**MATERIALS PROVIDED:**
***

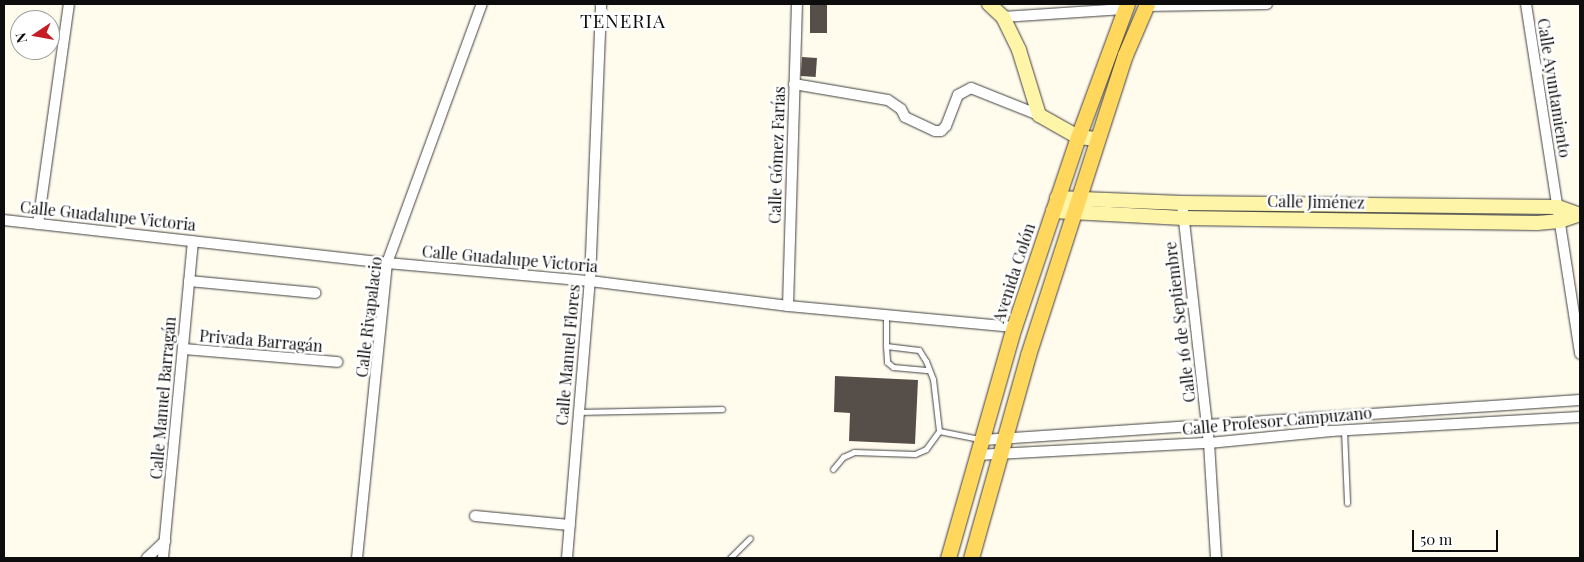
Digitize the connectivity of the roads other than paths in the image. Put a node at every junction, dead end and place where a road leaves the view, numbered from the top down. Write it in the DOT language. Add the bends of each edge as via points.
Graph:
graph roads {
  1 [pos="69,4"];
  2 [pos="482,4"];
  3 [pos="601,4"];
  4 [pos="797,4"];
  5 [pos="989,4"];
  6 [pos="1267,4"];
  7 [pos="1526,4"];
  8 [pos="1146,5"];
  9 [pos="1125,6"];
  10 [pos="1003,17"];
  11 [pos="794,84"];
  12 [pos="1039,115"];
  13 [pos="1078,137"];
  14 [pos="1098,139"];
  15 [pos="1182,203"];
  16 [pos="1246,204"];
  17 [pos="1055,205"];
  18 [pos="1370,205"];
  19 [pos="1077,206"];
  20 [pos="1446,206"];
  21 [pos="1558,207"];
  22 [pos="1579,214"];
  23 [pos="1184,218"];
  24 [pos="1246,219"];
  25 [pos="4,220"];
  26 [pos="1371,221"];
  27 [pos="1560,221"];
  28 [pos="1446,222"];
  29 [pos="38,224"];
  30 [pos="193,241"];
  31 [pos="387,263"];
  32 [pos="189,281"];
  33 [pos="590,281"];
  34 [pos="315,293"];
  35 [pos="788,306"];
  36 [pos="886,315"];
  37 [pos="1014,327"];
  38 [pos="886,346"];
  39 [pos="183,349"];
  40 [pos="1580,354"];
  41 [pos="337,362"];
  42 [pos="929,370"];
  43 [pos="1580,400"];
  44 [pos="722,409"];
  45 [pos="1455,410"];
  46 [pos="579,412"];
  47 [pos="1429,412"];
  48 [pos="1580,417"];
  49 [pos="1329,418"];
  50 [pos="1207,424"];
  51 [pos="1456,424"];
  52 [pos="1430,425"];
  53 [pos="1344,430"];
  54 [pos="939,431"];
  55 [pos="1331,431"];
  56 [pos="982,440"];
  57 [pos="1209,443"];
  58 [pos="1001,447"];
  59 [pos="977,455"];
  60 [pos="833,469"];
  61 [pos="1347,503"];
  62 [pos="475,516"];
  63 [pos="570,525"];
  64 [pos="750,538"];
  65 [pos="165,541"];
  66 [pos="147,558"];
  67 [pos="163,558"];
  68 [pos="357,558"];
  69 [pos="567,558"];
  70 [pos="730,558"];
  71 [pos="948,558"];
  72 [pos="971,558"];
  73 [pos="1216,558"];
  1 -- 29 [label="street"];
  2 -- 31 [label="street, Calle Rivapalacio"];
  3 -- 33 [label="street, Calle Manuel Flores"];
  4 -- 11 [label="street, Calle Gómez Farías"];
  5 -- 10 [label="street"];
  6 -- 8 [label="street"];
  7 -- 21 [label="street, Calle Ayuntamiento"];
  8 -- 14 [label="main road" via="1125,55"];
  9 -- 10 [label="street"];
  9 -- 13 [label="main road, Avenida Colón"];
  10 -- 12 [label="street" via="1019,50"];
  11 -- 12 [label="street" via="888,100 901,109 905,117 941,131 958,95 971,88"];
  11 -- 35 [label="street, Calle Gómez Farías"];
  12 -- 13 [label="street"];
  13 -- 14 [label="street"];
  13 -- 17 [label="main road, Avenida Colón"];
  14 -- 19 [label="main road"];
  15 -- 16 [label="street, Calle Jiménez"];
  15 -- 19 [label="street, Calle Jiménez"];
  15 -- 23 [label="street, Calle 16 de Septiembre"];
  16 -- 18 [label="street, Calle Jiménez"];
  16 -- 24 [label="street"];
  17 -- 19 [label="street, Calle Jiménez"];
  17 -- 37 [label="main road, Avenida Colón"];
  18 -- 20 [label="street, Calle Jiménez"];
  18 -- 26 [label="street"];
  19 -- 23 [label="street, Calle Jiménez"];
  19 -- 58 [label="main road"];
  20 -- 21 [label="street, Calle Jiménez"];
  20 -- 28 [label="street"];
  21 -- 22 [label="street, Calle Jiménez"];
  21 -- 27 [label="street, Calle Ayuntamiento"];
  22 -- 27 [label="street, Calle Jiménez"];
  23 -- 24 [label="street, Calle Jiménez"];
  23 -- 50 [label="street, Calle 16 de Septiembre"];
  24 -- 26 [label="street, Calle Jiménez"];
  25 -- 29 [label="street, Calle Guadalupe Victoria"];
  26 -- 28 [label="street, Calle Jiménez"];
  27 -- 28 [label="street, Calle Jiménez"];
  27 -- 40 [label="street, Calle Ayuntamiento"];
  29 -- 30 [label="street, Calle Guadalupe Victoria"];
  30 -- 31 [label="street, Calle Guadalupe Victoria"];
  30 -- 32 [label="street, Calle Manuel Barragán"];
  31 -- 33 [label="street, Calle Guadalupe Victoria"];
  31 -- 68 [label="street, Calle Rivapalacio"];
  32 -- 34 [label="street"];
  32 -- 39 [label="street, Calle Manuel Barragán"];
  33 -- 35 [label="street, Calle Guadalupe Victoria"];
  33 -- 46 [label="street, Calle Manuel Flores"];
  35 -- 36 [label="street, Calle Guadalupe Victoria"];
  36 -- 37 [label="street, Calle Guadalupe Victoria"];
  36 -- 38 [label="lane"];
  37 -- 56 [label="main road, Avenida Colón"];
  38 -- 42 [label="lane" via="919,350"];
  38 -- 42 [label="lane" via="887,362 893,367"];
  39 -- 41 [label="street, Privada Barragán"];
  39 -- 65 [label="street, Calle Manuel Barragán"];
  42 -- 54 [label="lane"];
  43 -- 45 [label="street, Calle Profesor Campuzano"];
  44 -- 46 [label="lane"];
  45 -- 47 [label="street, Calle Profesor Campuzano"];
  45 -- 51 [label="street"];
  46 -- 63 [label="street, Calle Manuel Flores"];
  47 -- 49 [label="street, Calle Profesor Campuzano"];
  47 -- 52 [label="street"];
  48 -- 51 [label="street, Calle Profesor Campuzano"];
  49 -- 50 [label="street, Calle Profesor Campuzano"];
  49 -- 55 [label="street"];
  50 -- 57 [label="street, Calle 16 de Septiembre"];
  50 -- 58 [label="street, Calle Profesor Campuzano"];
  51 -- 52 [label="street, Calle Profesor Campuzano"];
  52 -- 53 [label="street, Calle Profesor Campuzano"];
  53 -- 55 [label="street, Calle Profesor Campuzano"];
  53 -- 61 [label="lane"];
  54 -- 56 [label="lane"];
  54 -- 60 [label="lane" via="926,449 915,454 854,452 843,457"];
  55 -- 57 [label="street, Calle Profesor Campuzano"];
  56 -- 58 [label="street, Calle Profesor Campuzano"];
  56 -- 59 [label="main road, Avenida Colón"];
  57 -- 58 [label="street, Calle Profesor Campuzano"];
  57 -- 73 [label="street, Calle 16 de Septiembre"];
  58 -- 59 [label="street, Calle Profesor Campuzano"];
  58 -- 72 [label="main road"];
  59 -- 71 [label="main road, Avenida Colón"];
  62 -- 63 [label="street"];
  63 -- 69 [label="street, Calle Manuel Flores"];
  64 -- 70 [label="lane"];
  65 -- 66 [label="street"];
  65 -- 67 [label="street, Calle Manuel Barragán"];
}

***

**PROBLEM TO SOLVE:** Each entry above should be copied exactly. The pictures should not.

**ANSWER SPACE:**
Digitize the connectivity of the roads other than paths in the image. Put a node at every junction, dead end and place where a road leaves the view, numbered from the top down. Write it in the DOT language. Add the bends of each edge as via points.
Graph:
graph roads {
  1 [pos="69,4"];
  2 [pos="482,4"];
  3 [pos="601,4"];
  4 [pos="797,4"];
  5 [pos="989,4"];
  6 [pos="1267,4"];
  7 [pos="1526,4"];
  8 [pos="1146,5"];
  9 [pos="1125,6"];
  10 [pos="1003,17"];
  11 [pos="794,84"];
  12 [pos="1039,115"];
  13 [pos="1078,137"];
  14 [pos="1098,139"];
  15 [pos="1182,203"];
  16 [pos="1246,204"];
  17 [pos="1055,205"];
  18 [pos="1370,205"];
  19 [pos="1077,206"];
  20 [pos="1446,206"];
  21 [pos="1558,207"];
  22 [pos="1579,214"];
  23 [pos="1184,218"];
  24 [pos="1246,219"];
  25 [pos="4,220"];
  26 [pos="1371,221"];
  27 [pos="1560,221"];
  28 [pos="1446,222"];
  29 [pos="38,224"];
  30 [pos="193,241"];
  31 [pos="387,263"];
  32 [pos="189,281"];
  33 [pos="590,281"];
  34 [pos="315,293"];
  35 [pos="788,306"];
  36 [pos="886,315"];
  37 [pos="1014,327"];
  38 [pos="886,346"];
  39 [pos="183,349"];
  40 [pos="1580,354"];
  41 [pos="337,362"];
  42 [pos="929,370"];
  43 [pos="1580,400"];
  44 [pos="722,409"];
  45 [pos="1455,410"];
  46 [pos="579,412"];
  47 [pos="1429,412"];
  48 [pos="1580,417"];
  49 [pos="1329,418"];
  50 [pos="1207,424"];
  51 [pos="1456,424"];
  52 [pos="1430,425"];
  53 [pos="1344,430"];
  54 [pos="939,431"];
  55 [pos="1331,431"];
  56 [pos="982,440"];
  57 [pos="1209,443"];
  58 [pos="1001,447"];
  59 [pos="977,455"];
  60 [pos="833,469"];
  61 [pos="1347,503"];
  62 [pos="475,516"];
  63 [pos="570,525"];
  64 [pos="750,538"];
  65 [pos="165,541"];
  66 [pos="147,558"];
  67 [pos="163,558"];
  68 [pos="357,558"];
  69 [pos="567,558"];
  70 [pos="730,558"];
  71 [pos="948,558"];
  72 [pos="971,558"];
  73 [pos="1216,558"];
  1 -- 29 [label="street"];
  2 -- 31 [label="street, Calle Rivapalacio"];
  3 -- 33 [label="street, Calle Manuel Flores"];
  4 -- 11 [label="street, Calle Gómez Farías"];
  5 -- 10 [label="street"];
  6 -- 8 [label="street"];
  7 -- 21 [label="street, Calle Ayuntamiento"];
  8 -- 14 [label="main road" via="1125,55"];
  9 -- 10 [label="street"];
  9 -- 13 [label="main road, Avenida Colón"];
  10 -- 12 [label="street" via="1019,50"];
  11 -- 12 [label="street" via="888,100 901,109 905,117 941,131 958,95 971,88"];
  11 -- 35 [label="street, Calle Gómez Farías"];
  12 -- 13 [label="street"];
  13 -- 14 [label="street"];
  13 -- 17 [label="main road, Avenida Colón"];
  14 -- 19 [label="main road"];
  15 -- 16 [label="street, Calle Jiménez"];
  15 -- 19 [label="street, Calle Jiménez"];
  15 -- 23 [label="street, Calle 16 de Septiembre"];
  16 -- 18 [label="street, Calle Jiménez"];
  16 -- 24 [label="street"];
  17 -- 19 [label="street, Calle Jiménez"];
  17 -- 37 [label="main road, Avenida Colón"];
  18 -- 20 [label="street, Calle Jiménez"];
  18 -- 26 [label="street"];
  19 -- 23 [label="street, Calle Jiménez"];
  19 -- 58 [label="main road"];
  20 -- 21 [label="street, Calle Jiménez"];
  20 -- 28 [label="street"];
  21 -- 22 [label="street, Calle Jiménez"];
  21 -- 27 [label="street, Calle Ayuntamiento"];
  22 -- 27 [label="street, Calle Jiménez"];
  23 -- 24 [label="street, Calle Jiménez"];
  23 -- 50 [label="street, Calle 16 de Septiembre"];
  24 -- 26 [label="street, Calle Jiménez"];
  25 -- 29 [label="street, Calle Guadalupe Victoria"];
  26 -- 28 [label="street, Calle Jiménez"];
  27 -- 28 [label="street, Calle Jiménez"];
  27 -- 40 [label="street, Calle Ayuntamiento"];
  29 -- 30 [label="street, Calle Guadalupe Victoria"];
  30 -- 31 [label="street, Calle Guadalupe Victoria"];
  30 -- 32 [label="street, Calle Manuel Barragán"];
  31 -- 33 [label="street, Calle Guadalupe Victoria"];
  31 -- 68 [label="street, Calle Rivapalacio"];
  32 -- 34 [label="street"];
  32 -- 39 [label="street, Calle Manuel Barragán"];
  33 -- 35 [label="street, Calle Guadalupe Victoria"];
  33 -- 46 [label="street, Calle Manuel Flores"];
  35 -- 36 [label="street, Calle Guadalupe Victoria"];
  36 -- 37 [label="street, Calle Guadalupe Victoria"];
  36 -- 38 [label="lane"];
  37 -- 56 [label="main road, Avenida Colón"];
  38 -- 42 [label="lane" via="919,350"];
  38 -- 42 [label="lane" via="887,362 893,367"];
  39 -- 41 [label="street, Privada Barragán"];
  39 -- 65 [label="street, Calle Manuel Barragán"];
  42 -- 54 [label="lane"];
  43 -- 45 [label="street, Calle Profesor Campuzano"];
  44 -- 46 [label="lane"];
  45 -- 47 [label="street, Calle Profesor Campuzano"];
  45 -- 51 [label="street"];
  46 -- 63 [label="street, Calle Manuel Flores"];
  47 -- 49 [label="street, Calle Profesor Campuzano"];
  47 -- 52 [label="street"];
  48 -- 51 [label="street, Calle Profesor Campuzano"];
  49 -- 50 [label="street, Calle Profesor Campuzano"];
  49 -- 55 [label="street"];
  50 -- 57 [label="street, Calle 16 de Septiembre"];
  50 -- 58 [label="street, Calle Profesor Campuzano"];
  51 -- 52 [label="street, Calle Profesor Campuzano"];
  52 -- 53 [label="street, Calle Profesor Campuzano"];
  53 -- 55 [label="street, Calle Profesor Campuzano"];
  53 -- 61 [label="lane"];
  54 -- 56 [label="lane"];
  54 -- 60 [label="lane" via="926,449 915,454 854,452 843,457"];
  55 -- 57 [label="street, Calle Profesor Campuzano"];
  56 -- 58 [label="street, Calle Profesor Campuzano"];
  56 -- 59 [label="main road, Avenida Colón"];
  57 -- 58 [label="street, Calle Profesor Campuzano"];
  57 -- 73 [label="street, Calle 16 de Septiembre"];
  58 -- 59 [label="street, Calle Profesor Campuzano"];
  58 -- 72 [label="main road"];
  59 -- 71 [label="main road, Avenida Colón"];
  62 -- 63 [label="street"];
  63 -- 69 [label="street, Calle Manuel Flores"];
  64 -- 70 [label="lane"];
  65 -- 66 [label="street"];
  65 -- 67 [label="street, Calle Manuel Barragán"];
}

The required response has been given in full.